We’ve all known and dealt with people who seem to never be satisfied with what they’re doing. Design consultants are part of a service industry, but occasionally we hear other designers talk about clients as if they were the enemy, complaining that they get in the way of good design. That’s a pretty good sign that it’s time to start looking for another line of work. A design professional should thrive on challenging projects. The charge of your design team is to find creative ways to meet your needs, enthusiastically attack the problems at hand, find cost effective solutions, make appropriate compromises, and as much as possible make the process fun.
Occasionally we receive a call from someone who is reluctant to seek our services for a project that they feel is too small for us to bother with: “You must be too expensive for my little project, right?” In fact, we were recently termed “overqualified” for a project, which seems to be a real distortion of the design process. Acoustics is an applied science that deals with the perceptual (subjective) experience of sound waves interreacting with bricks and mortar. Why would you hire a mediocre piano tuner or an inexperienced surgeon?
Through all this, try to keep your role in perspective. As the director and focal point of the design team, your talents are wasted if you can’t keep a fairly global overview of the process. If you want to dabble in the details because it’s fun or because you’re particularly good at it, great! But don’t lose the forest for the pine needles. The selection of rack mount screws should not interfere with your review of the room sizes or the technical power systems or some other larger, less forgiving issue. As someone once told me, if you want to get somewhere in particular, it’s always better to be the mule driver than the mule.
The design team can’t (or at least shouldn’t) tell you your business. No one knows your market better than you. The reason to seek out qualified designers is to help flesh out your ideas, figure out how best to get what you need, and find new ways to address old problems.
Effective communication is the lubricant that keeps a project moving. Miscommunication is responsible for more failed projects (and relationships) than any other factor. If you establish the form, frequency, and distribution of project information among the design team early on, the rest of the process will be much easier (and maybe even possible).
Keep from backing up. Any time your efforts are spent making field changes to the design, you are not spending your money wisely. Work-arounds always represent a compromise in quality, time, or cost. [We’re seeing some old acoustical myths slowly fade away.] Much of what we read and even talk about would lead you to believe that new ideas, new technologies, new working relationships will determine how you need to prepare for the future. In reality, it’s rare that owners make significant errors in predicting the future, and much more likely that they make the same old mistakes. I see the design of a studio facility increasingly as a holistic process. It’s not about good acoustics vs. the budget, or good acoustics vs. aesthetics, or good acoustics vs. anything else. For a successful project, acoustics must work in concert with the architecture, the electronic systems, the structure, and everything else about the building. It is meaningless to champion “perfect” acoustics, because there is no such thing. There is only appropriate acoustics, and that has to do with a whole host of other issues besides the narrow concerns that most people associate with what a design consultant does.
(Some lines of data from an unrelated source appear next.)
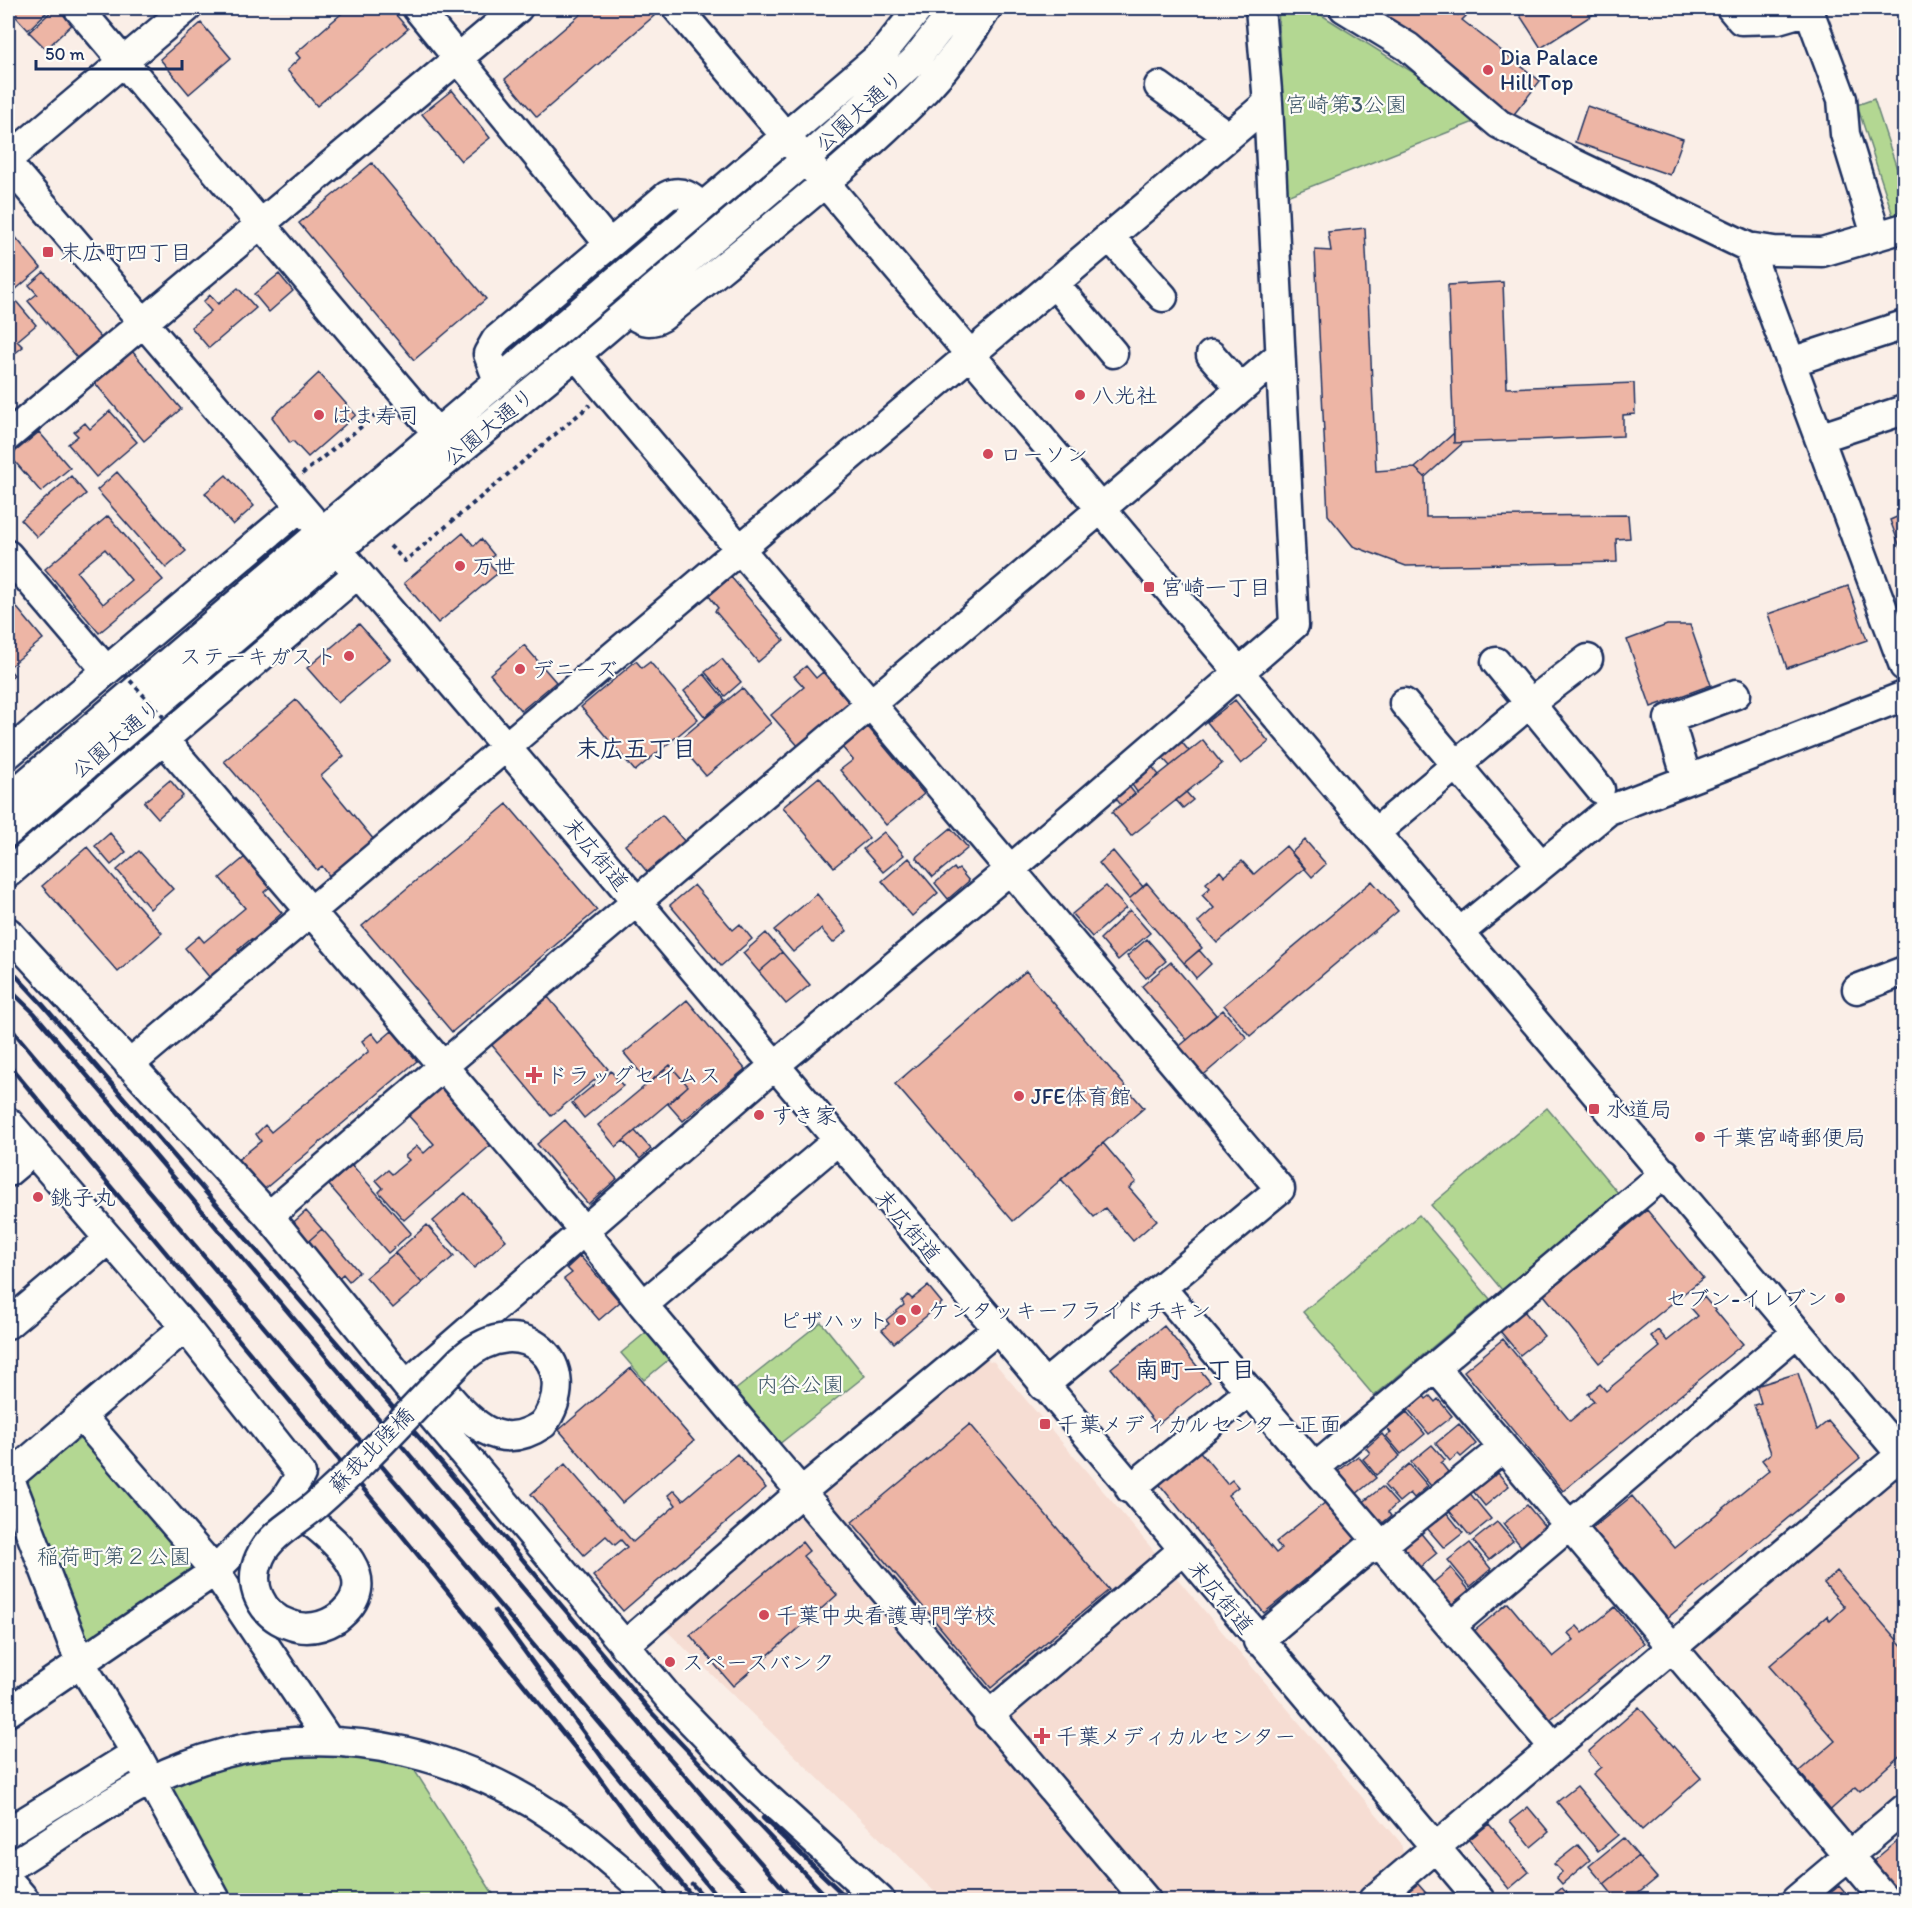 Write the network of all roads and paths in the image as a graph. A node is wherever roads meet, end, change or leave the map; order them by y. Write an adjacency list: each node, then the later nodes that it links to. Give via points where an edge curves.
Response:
1 (78, 8): 14 (street)
2 (187, 8): 14 (street)
3 (417, 8): 13 (street)
4 (518, 8): 13 (street)
5 (677, 8): 17 (street)
6 (919, 8): 17 (street, 公園大通り, via 882,54)
7 (956, 8): 20 (street, 公園大通り, via 915,60)
8 (987, 8): 22 (street, via 938,77)
9 (1260, 8): 16 (street)
10 (1344, 8): 29 (street, via 1408,47 1499,124)
11 (1731, 8): 12 (street, via 1741,20 1778,19)
12 (1808, 9): 26 (street, via 1842,99 1845,134)
13 (458, 59): 24 (street); 28 (street)
14 (123, 61): 19 (street); 24 (street)
15 (1159, 86): 18 (street)
16 (1268, 103): 18 (street); 38 (street)
17 (787, 135): 20 (street); 23 (street, 公園大通り)
18 (1228, 136): 27 (street)
19 (8, 159)
20 (806, 159): 22 (street); 32 (street, 公園大通り)
21 (8, 165): 33 (street, 末広街道)
22 (826, 182): 32 (street, via 662,317 642,321); 36 (street)
23 (701, 206): 28 (street, via 687,195 672,194); 41 (street, 公園大通り)
24 (261, 224): 33 (street); 46 (street)
25 (1905, 228): 26 (street)
26 (1876, 235): 29 (street, via 1822,252)
27 (1109, 236): 30 (street); 31 (street)
28 (609, 244): 41 (street, via 496,340 488,354)
29 (1748, 247): 40 (street)
30 (1054, 283): 35 (street); 36 (street)
31 (1163, 297)
32 (628, 311): 39 (street, 公園大通り)
33 (143, 324): 47 (street); 50 (street, 末広街道)
34 (1905, 325): 40 (street)
35 (1113, 353)
36 (969, 354): 51 (street); 54 (street)
37 (1211, 355): 42 (street)
38 (1280, 355): 42 (street); 61 (street, via 1294,625)
39 (576, 356): 52 (street, 公園大通り); 54 (street)
40 (1791, 362): 48 (street)
41 (498, 381): 46 (street, 公園大通り)
42 (1241, 389): 51 (street)
43 (593, 403): 53 (path, via 405,561)
44 (1905, 410): 48 (street)
45 (395, 413): 49 (path, via 389,405)
46 (437, 433): 52 (street, 公園大通り)
47 (8, 436)
48 (1819, 438): 59 (street)
49 (302, 474)
50 (299, 508): 52 (street, 末広街道); 60 (street)
51 (1102, 510): 61 (street); 65 (street)
52 (329, 542): 56 (street, 末広街道); 73 (street, 公園大通り); 74 (street, 公園大通り)
53 (390, 546)
54 (740, 551): 65 (street); 68 (street)
55 (8, 555): 60 (street)
56 (356, 575): 67 (street); 68 (street, 末広街道)
57 (1588, 659): 66 (street)
58 (1496, 662): 66 (street)
59 (1905, 666)
60 (115, 672): 67 (path, bridge); 69 (street)
61 (1239, 672): 75 (street); 77 (street)
62 (1736, 694): 71 (street, via 1669,719)
63 (1905, 696): 71 (street)
64 (1404, 703): 70 (street)
65 (870, 704): 77 (street); 79 (street)
66 (1529, 704): 70 (street); 72 (street)
67 (165, 730): 78 (street); 80 (street)
68 (507, 748): 79 (street, 末広街道); 80 (street)
69 (8, 754)
70 (1456, 766): 75 (street); 76 (street)
71 (1687, 779): 76 (street, via 1608,810)
72 (1600, 789)
73 (8, 799)
74 (8, 832)
75 (1376, 832): 82 (street)
76 (1541, 865): 82 (street)
77 (1012, 868): 87 (street); 96 (street, via 1280,1189)
78 (8, 873)
79 (637, 903): 86 (street); 87 (street, 末広街道)
80 (308, 911): 85 (street); 86 (street)
81 (8, 932): 85 (street)
82 (1460, 932): 92 (street)
83 (1905, 971): 84 (street)
84 (1857, 989)
85 (129, 1065): 93 (street)
86 (440, 1066): 93 (street); 94 (street)
87 (774, 1066): 89 (street, 末広街道); 94 (street)
88 (8, 1122): 90 (street)
89 (837, 1141): 97 (street); 100 (street, 末広街道)
90 (33, 1151): 91 (street); 95 (street)
91 (8, 1172)
92 (1665, 1173): 101 (street); 102 (street)
93 (269, 1216): 103 (street)
94 (584, 1231): 97 (street); 103 (street)
95 (109, 1239): 98 (street); 99 (street)
96 (1162, 1289): 104 (street); 105 (street)
97 (642, 1305): 112 (street)
98 (8, 1324)
99 (185, 1327): 106 (street); 113 (street, via 301,1474)
100 (996, 1330): 104 (street, 末広街道); 112 (street)
101 (1796, 1333): 108 (street); 114 (street)
102 (1436, 1368): 107 (street); 109 (street)
103 (416, 1377): 113 (street, 蘇我北陸橋, bridge, via 431,1376 438,1383 444,1390 451,1398 473,1421 500,1437 530,1433 543,1424 556,1403 552,1364 547,1355 528,1341 515,1336 501,1337 476,1347 462,1359 456,1365 450,1371 444,1377 436,1385 317,1504 308,1511 300,1518 282,1531 268,1544 259,1559 255,1585 264,1608 295,1627 316,1628 346,1611 355,1594 356,1574 349,1556 342,1549 309,1521 301,1515); 120 (street)
104 (1043, 1386): 111 (street, 末広街道)
105 (1250, 1391): 109 (street); 111 (street)
106 (81, 1416): 110 (street); 117 (street)
107 (1503, 1448): 114 (street); 115 (street)
108 (1904, 1455): 121 (street)
109 (1316, 1467): 115 (street)
110 (8, 1477): 122 (street)
111 (1130, 1489): 116 (street, 末広街道)
112 (800, 1493): 120 (street); 124 (street)
113 (285, 1501): 117 (street)
114 (1569, 1526): 118 (street); 121 (street)
115 (1381, 1546): 118 (street); 119 (street, via 1365,1551)
116 (1182, 1551): 119 (street, 末広街道); 124 (street)
117 (215, 1571): 122 (street); 125 (street)
118 (1451, 1626): 126 (street)
119 (1258, 1641): 131 (street, 末広街道)
120 (624, 1646): 138 (street, via 751,1783)
121 (1672, 1648): 126 (street); 132 (street)
122 (80, 1662): 123 (street); 127 (street)
123 (11, 1703)
124 (988, 1716): 139 (street)
125 (329, 1741): 128 (street, via 245,1748 185,1765); 135 (street, via 369,1744 412,1754 463,1767 494,1782 542,1807 585,1839)
126 (1553, 1746): 131 (street)
127 (136, 1753): 128 (street); 130 (street)
128 (150, 1780): 133 (street); 137 (street)
129 (1905, 1809): 132 (street)
130 (8, 1832)
131 (1435, 1847): 140 (street); 141 (street, 末広街道)
132 (1848, 1856): 142 (street); 143 (street)
133 (8, 1868)
134 (8, 1880): 136 (street)
135 (643, 1898)
136 (25, 1900)
137 (214, 1900)
138 (880, 1900)
139 (1146, 1900)
140 (1374, 1900)
141 (1480, 1900)
142 (1796, 1900)
143 (1886, 1900)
Of course, there’s much more about the first steps in the design process that is important to the success of a project, but you get the idea. Just remember that the more you do to make well-thought-out, careful, rational decisions early on, the easier it will be for everyone else to help you get what you want out of your new facility.
Oops. Gotta go. I think I hear my phone ringing. Probably that guy who’s building a studio on some really cheap land at the end of the runway.